Finding Adventure

Each year, as summer blooms fully into hot days and warm nights, I pack up my 1996 VW Eurovan and take the kids on what they have all dubbed our Great Adventure. Most years we pull the 1976 pop-up that we all renovated together behind us and stop to camp each night on our way to a National Park or Canadian city.  This year, as the kids planned a trip to Colorado to see Pike’s Peak, a different idea settled into my mind. Disney. In the eleven years that we have lived in Minnesota, we have regularly promised a visit to the Magic Kingdom without ever making it a reality. My oldest son graduated from high school this Spring and I couldn’t stomach the idea of sending him off to college before he had the opportunity to meet Mickey Mouse and visit It’s a Small World. I’m sure it will come as no surprise that my plans took no convincing. All of the kids were on board as soon as I suggested it.

And here’s where it started to get tricky. The planning. I’m not a planner. I’m a fly-by-the-seat-of-my-pants kind of gal, and that’s why our camping trips work out so well for me. Traveling for me involves spending an afternoon packing for the kids, airing out the pop-up, and filling up the van with gas.  We all decide on a final destination and then just let our journey be what it is.  We find engaging and exciting stops along the way and pick our campgrounds at the last minute.  Adventure seems to follow us and we always come home with great stories from our travels to cement the memories in our minds.

When I mentioned the Disney trip to my mother, she announced that she was “all in” too. Add my brother. They were both flying in from out-of-state to meet us there. My husband had to work the week of our trip, but he didn’t want to miss out on the experience either. As we booked his plane ticket for the weekend of Disney, and I reviewed my mother’s travel itinerary it occurred to me that our adventure had become about the destination, not the journey. I was in uncharted territory.  I developed a time-line and for the first time in the history of my travels with the children, plotted our daily drive on the map, and made our hotel reservations in advance. The trip had grown too big to allow for the pop-up.

A feeling of uneasiness settled into my mind as I developed packing lists, and printed out reservations and discount Disney park tickets to put away for safe-keeping. The travel what if kept me up the night before we left.

What if

  • we got a flat tire
  • the van broke down
  • I lost the original credit card that I had made my Disney reservation with (a requirement to get our tickets)

My mind had the ability to keep the what-if list going without end.  The biggest what-if that plagued me on this, our most planned and precise Great Adventure though, was what if we focused so much on the destination that we did not enjoy the journey.

Every day was meticulously planned, and surprisingly, our plans came together.

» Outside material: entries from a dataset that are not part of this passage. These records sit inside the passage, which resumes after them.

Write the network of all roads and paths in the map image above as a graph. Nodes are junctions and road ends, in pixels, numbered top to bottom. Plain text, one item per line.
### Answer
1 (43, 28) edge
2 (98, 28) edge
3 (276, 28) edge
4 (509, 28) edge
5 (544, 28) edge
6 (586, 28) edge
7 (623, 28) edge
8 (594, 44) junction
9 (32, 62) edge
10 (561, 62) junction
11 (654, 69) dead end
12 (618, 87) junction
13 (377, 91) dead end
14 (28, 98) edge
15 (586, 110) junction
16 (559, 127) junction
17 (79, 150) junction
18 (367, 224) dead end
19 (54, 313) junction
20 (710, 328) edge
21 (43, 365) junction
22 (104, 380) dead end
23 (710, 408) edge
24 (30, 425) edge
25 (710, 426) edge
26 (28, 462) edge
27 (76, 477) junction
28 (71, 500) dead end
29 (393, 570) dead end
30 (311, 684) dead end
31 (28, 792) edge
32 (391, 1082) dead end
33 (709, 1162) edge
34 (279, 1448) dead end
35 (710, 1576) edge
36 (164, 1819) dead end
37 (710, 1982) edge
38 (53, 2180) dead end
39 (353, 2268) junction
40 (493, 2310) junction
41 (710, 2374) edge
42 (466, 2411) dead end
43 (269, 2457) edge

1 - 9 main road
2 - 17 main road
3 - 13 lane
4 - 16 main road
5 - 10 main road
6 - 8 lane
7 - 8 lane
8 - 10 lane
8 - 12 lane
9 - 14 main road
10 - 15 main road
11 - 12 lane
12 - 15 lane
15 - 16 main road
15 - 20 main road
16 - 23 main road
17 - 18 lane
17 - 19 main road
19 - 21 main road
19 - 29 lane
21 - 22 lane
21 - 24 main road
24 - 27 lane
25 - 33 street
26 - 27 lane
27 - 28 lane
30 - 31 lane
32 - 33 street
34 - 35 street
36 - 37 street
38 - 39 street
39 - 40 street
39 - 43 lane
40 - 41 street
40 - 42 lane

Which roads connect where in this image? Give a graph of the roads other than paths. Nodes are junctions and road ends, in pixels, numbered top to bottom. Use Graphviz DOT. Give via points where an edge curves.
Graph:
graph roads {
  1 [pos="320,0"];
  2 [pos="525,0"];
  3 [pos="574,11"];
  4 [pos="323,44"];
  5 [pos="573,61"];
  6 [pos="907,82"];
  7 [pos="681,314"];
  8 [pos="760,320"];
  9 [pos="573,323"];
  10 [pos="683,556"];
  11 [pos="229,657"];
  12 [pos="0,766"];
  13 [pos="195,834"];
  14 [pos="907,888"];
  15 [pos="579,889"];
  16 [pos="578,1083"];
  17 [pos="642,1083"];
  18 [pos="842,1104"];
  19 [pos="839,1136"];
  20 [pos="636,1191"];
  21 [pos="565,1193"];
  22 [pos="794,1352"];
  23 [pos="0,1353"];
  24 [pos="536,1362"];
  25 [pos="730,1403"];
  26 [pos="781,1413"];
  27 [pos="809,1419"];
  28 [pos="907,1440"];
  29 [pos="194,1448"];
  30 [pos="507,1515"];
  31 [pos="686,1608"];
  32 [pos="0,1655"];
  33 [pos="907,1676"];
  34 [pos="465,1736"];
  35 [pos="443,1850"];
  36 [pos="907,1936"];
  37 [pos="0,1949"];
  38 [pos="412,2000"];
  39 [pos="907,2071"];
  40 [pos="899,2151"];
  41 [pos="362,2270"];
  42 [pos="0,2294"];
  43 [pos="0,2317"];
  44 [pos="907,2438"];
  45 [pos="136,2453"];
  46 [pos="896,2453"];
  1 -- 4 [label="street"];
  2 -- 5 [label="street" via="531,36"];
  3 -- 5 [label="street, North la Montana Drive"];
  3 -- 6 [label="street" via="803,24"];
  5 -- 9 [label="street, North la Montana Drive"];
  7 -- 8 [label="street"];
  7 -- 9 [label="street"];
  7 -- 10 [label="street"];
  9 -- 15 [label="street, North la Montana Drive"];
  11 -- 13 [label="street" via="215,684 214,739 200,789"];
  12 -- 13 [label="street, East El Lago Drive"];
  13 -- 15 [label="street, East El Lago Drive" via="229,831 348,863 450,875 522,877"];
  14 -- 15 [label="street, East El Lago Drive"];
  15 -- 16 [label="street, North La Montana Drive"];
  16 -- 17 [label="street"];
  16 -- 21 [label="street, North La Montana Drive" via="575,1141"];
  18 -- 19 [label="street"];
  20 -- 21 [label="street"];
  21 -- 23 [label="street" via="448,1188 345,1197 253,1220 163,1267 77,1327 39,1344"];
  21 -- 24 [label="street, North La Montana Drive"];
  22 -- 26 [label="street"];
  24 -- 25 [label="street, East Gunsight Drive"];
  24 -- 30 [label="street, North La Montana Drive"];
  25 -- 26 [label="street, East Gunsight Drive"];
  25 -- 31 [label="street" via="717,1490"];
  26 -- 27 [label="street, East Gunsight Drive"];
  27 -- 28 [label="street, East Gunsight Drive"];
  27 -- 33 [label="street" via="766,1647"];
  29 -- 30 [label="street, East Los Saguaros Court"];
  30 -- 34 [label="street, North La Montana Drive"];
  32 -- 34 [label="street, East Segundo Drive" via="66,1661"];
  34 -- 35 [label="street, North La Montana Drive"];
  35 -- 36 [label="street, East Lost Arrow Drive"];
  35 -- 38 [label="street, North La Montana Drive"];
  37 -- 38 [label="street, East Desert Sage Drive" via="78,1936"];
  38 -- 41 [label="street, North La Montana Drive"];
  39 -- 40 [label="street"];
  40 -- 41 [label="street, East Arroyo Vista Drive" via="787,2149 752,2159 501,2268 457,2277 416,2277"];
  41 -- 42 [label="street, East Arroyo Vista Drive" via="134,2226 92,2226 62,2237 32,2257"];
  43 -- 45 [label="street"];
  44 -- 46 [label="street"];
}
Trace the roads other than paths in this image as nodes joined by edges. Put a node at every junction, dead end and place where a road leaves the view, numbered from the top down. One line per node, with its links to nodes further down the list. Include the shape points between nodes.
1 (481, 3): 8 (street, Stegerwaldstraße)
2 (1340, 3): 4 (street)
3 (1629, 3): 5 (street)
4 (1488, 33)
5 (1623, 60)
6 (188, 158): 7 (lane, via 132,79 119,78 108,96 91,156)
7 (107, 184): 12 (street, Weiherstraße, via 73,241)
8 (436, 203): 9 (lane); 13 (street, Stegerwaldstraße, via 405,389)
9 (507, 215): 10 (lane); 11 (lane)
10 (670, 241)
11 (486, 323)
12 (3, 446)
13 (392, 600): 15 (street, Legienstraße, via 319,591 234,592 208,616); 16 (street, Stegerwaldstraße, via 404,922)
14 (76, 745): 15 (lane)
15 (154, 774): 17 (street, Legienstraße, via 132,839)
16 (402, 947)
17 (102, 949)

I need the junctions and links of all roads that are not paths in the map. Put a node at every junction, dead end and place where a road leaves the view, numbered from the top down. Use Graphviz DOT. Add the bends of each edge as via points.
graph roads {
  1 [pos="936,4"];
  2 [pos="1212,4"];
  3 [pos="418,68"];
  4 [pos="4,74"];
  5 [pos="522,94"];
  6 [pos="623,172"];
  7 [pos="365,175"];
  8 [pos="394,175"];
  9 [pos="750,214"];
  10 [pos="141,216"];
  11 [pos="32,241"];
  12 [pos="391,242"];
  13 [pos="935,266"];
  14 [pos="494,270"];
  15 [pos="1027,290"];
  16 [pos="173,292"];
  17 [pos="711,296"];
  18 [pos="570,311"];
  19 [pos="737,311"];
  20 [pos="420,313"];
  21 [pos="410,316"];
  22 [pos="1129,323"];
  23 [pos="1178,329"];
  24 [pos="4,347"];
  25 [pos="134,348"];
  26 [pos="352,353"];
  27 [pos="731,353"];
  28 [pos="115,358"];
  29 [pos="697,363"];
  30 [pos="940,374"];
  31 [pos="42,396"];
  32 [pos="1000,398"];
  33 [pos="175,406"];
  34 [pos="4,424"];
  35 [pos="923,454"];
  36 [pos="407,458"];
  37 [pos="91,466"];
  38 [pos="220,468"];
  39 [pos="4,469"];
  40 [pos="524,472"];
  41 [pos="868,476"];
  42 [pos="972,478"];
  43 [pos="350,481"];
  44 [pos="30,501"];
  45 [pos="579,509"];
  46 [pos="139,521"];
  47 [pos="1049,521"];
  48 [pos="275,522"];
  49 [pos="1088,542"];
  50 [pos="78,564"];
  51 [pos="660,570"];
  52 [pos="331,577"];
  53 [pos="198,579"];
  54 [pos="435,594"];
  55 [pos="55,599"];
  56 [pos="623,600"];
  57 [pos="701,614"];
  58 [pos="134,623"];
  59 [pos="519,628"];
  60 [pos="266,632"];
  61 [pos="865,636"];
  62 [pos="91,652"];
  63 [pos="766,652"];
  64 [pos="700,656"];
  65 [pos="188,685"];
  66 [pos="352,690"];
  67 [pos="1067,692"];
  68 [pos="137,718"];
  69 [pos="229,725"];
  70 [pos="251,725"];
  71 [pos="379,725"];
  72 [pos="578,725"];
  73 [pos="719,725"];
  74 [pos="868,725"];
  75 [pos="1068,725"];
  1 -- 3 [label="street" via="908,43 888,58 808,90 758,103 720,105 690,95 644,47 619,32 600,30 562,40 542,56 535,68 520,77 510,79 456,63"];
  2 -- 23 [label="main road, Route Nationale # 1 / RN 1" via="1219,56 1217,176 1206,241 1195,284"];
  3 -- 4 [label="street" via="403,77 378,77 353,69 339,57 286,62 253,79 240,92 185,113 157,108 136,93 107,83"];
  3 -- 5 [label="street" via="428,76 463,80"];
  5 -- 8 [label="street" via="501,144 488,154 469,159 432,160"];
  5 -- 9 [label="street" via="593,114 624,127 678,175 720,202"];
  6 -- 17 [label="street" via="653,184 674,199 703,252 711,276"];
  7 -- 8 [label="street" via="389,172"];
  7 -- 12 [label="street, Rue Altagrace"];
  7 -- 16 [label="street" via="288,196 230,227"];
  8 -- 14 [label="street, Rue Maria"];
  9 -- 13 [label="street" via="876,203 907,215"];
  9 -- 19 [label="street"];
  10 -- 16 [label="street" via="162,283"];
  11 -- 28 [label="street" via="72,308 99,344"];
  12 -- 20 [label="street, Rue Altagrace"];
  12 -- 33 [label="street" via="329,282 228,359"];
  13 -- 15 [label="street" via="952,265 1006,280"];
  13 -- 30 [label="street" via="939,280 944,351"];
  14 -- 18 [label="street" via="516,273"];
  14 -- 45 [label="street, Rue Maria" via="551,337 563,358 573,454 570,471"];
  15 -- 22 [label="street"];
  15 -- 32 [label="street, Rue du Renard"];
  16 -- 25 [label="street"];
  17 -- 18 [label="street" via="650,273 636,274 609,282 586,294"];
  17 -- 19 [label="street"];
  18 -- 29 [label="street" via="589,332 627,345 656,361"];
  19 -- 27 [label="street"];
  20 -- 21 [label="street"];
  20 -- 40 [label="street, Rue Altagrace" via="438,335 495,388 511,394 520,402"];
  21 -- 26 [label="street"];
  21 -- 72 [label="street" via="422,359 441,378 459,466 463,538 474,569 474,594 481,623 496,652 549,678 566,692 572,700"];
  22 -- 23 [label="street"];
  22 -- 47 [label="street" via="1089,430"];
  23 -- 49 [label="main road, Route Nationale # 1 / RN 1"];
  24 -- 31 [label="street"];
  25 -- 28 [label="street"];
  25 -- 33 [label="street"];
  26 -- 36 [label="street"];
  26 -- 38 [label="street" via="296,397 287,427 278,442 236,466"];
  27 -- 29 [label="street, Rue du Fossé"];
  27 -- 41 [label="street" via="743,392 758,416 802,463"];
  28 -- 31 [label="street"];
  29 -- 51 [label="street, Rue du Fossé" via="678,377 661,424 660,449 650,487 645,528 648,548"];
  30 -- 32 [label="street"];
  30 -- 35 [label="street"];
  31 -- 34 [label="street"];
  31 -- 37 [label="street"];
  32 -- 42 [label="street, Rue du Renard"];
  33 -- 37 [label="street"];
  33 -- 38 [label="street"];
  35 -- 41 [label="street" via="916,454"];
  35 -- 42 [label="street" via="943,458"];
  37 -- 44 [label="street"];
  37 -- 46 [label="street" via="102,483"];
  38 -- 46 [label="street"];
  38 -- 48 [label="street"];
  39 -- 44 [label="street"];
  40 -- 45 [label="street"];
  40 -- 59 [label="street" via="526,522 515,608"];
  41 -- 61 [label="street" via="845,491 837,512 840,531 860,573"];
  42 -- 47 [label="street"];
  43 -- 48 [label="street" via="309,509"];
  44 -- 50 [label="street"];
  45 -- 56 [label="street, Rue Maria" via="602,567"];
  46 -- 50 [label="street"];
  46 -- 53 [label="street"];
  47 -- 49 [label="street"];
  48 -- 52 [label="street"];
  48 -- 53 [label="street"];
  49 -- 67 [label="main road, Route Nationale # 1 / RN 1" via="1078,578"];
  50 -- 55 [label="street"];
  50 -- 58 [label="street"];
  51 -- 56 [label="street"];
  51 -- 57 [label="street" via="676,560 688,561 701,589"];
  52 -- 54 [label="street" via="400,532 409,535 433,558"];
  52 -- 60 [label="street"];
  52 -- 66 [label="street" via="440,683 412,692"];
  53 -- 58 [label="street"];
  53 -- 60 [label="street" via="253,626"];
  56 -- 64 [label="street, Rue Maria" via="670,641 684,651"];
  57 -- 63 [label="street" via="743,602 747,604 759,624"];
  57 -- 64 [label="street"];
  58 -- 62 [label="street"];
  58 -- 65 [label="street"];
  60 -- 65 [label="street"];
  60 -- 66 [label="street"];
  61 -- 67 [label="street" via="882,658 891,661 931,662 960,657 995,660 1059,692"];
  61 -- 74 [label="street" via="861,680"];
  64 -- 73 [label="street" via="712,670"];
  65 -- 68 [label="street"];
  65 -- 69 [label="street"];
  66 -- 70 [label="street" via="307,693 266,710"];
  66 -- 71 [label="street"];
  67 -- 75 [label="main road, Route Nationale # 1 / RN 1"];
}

I spent a day at the beach with the kids before extended family arrived. There was a trip to Sea World followed by Disney’s Magical Kingdom and Universal Studios. Exhausted family members made their connecting flights home, and the kids and I snuck in an extra day at the hotel pool while I packed for the long trip back. There was endless chatter about the fun we had all had. “Mommy, you made all of my dreams come true,” our seven year old, Zoe, whispered in my ear our last night.  Our trip, despite its tireless, exact schedule had been a success. The destination was as fulfilling as the journey.

We had driven down to Disney in 3 days but were hoping to make the return trip in two.  The kids charged their game systems and portable DVD players and we settled in for the long journey home together.  We didn’t stop to visit the attractions like we usually do, but there was plenty of adventure to be had right in the van…..like the time that Alex and Aidan started spitting ice at each other and then progressed to spitting Milk Duds at each other. Aidan decided to chew up a big ball of caramel then and spit it at Alex, who deftly stuck it in Aidan’s hair.  In the middle of nowhere Kentucky, I pulled over at a gas station to scold a smiling Alex and console a sobbing Aidan.

Adventure.

It was there, still following us, despite the planning and worry.  I learned that planning the trip gave us the opportunity to visit with family and enjoy an experience that we would otherwise have missed out on, and that our special brand of adventure always comes along for the ride whenever we are together.

Aidan’s hair turned out okay. I had to buy a portable razor from the gas station shop to carefully remove the tangerine-sized caramel while he sat and glared at Alex.  Both boys are talking about the Milk-Duds catastrophe weeks later.  I imagine twenty years from now that they will be sitting around a bonfire with their own families telling the story of our trip to Disney and the time that Alex stuck Milk Duds in Aidan’s hair. I hope they remember to mention all of the fun that we had in the parks too!